● TASK
Retype every entry exactly, character for character.

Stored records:

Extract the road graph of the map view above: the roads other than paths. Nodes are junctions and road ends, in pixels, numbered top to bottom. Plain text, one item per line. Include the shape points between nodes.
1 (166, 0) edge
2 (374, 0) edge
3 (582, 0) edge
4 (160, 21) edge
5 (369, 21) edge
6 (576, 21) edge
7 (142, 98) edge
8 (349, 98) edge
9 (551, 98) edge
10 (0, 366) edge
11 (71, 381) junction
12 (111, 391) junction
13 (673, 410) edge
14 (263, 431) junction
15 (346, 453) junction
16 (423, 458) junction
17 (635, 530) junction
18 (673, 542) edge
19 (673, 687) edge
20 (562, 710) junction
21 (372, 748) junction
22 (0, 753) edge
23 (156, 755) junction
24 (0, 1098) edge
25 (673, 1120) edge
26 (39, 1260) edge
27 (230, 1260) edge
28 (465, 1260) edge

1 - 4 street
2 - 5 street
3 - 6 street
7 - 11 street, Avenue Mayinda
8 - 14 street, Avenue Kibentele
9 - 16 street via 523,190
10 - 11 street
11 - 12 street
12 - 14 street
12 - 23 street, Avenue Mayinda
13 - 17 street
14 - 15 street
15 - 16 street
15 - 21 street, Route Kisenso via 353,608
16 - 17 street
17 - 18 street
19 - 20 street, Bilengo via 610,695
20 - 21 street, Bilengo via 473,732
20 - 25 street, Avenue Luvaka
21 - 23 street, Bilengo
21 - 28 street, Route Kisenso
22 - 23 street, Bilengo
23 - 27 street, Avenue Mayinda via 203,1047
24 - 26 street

● REPLY TO THE EXERCISE
Extract the road graph of the map view above: the roads other than paths. Nodes are junctions and road ends, in pixels, numbered top to bottom. Plain text, one item per line. Include the shape points between nodes.
1 (166, 0) edge
2 (374, 0) edge
3 (582, 0) edge
4 (160, 21) edge
5 (369, 21) edge
6 (576, 21) edge
7 (142, 98) edge
8 (349, 98) edge
9 (551, 98) edge
10 (0, 366) edge
11 (71, 381) junction
12 (111, 391) junction
13 (673, 410) edge
14 (263, 431) junction
15 (346, 453) junction
16 (423, 458) junction
17 (635, 530) junction
18 (673, 542) edge
19 (673, 687) edge
20 (562, 710) junction
21 (372, 748) junction
22 (0, 753) edge
23 (156, 755) junction
24 (0, 1098) edge
25 (673, 1120) edge
26 (39, 1260) edge
27 (230, 1260) edge
28 (465, 1260) edge

1 - 4 street
2 - 5 street
3 - 6 street
7 - 11 street, Avenue Mayinda
8 - 14 street, Avenue Kibentele
9 - 16 street via 523,190
10 - 11 street
11 - 12 street
12 - 14 street
12 - 23 street, Avenue Mayinda
13 - 17 street
14 - 15 street
15 - 16 street
15 - 21 street, Route Kisenso via 353,608
16 - 17 street
17 - 18 street
19 - 20 street, Bilengo via 610,695
20 - 21 street, Bilengo via 473,732
20 - 25 street, Avenue Luvaka
21 - 23 street, Bilengo
21 - 28 street, Route Kisenso
22 - 23 street, Bilengo
23 - 27 street, Avenue Mayinda via 203,1047
24 - 26 street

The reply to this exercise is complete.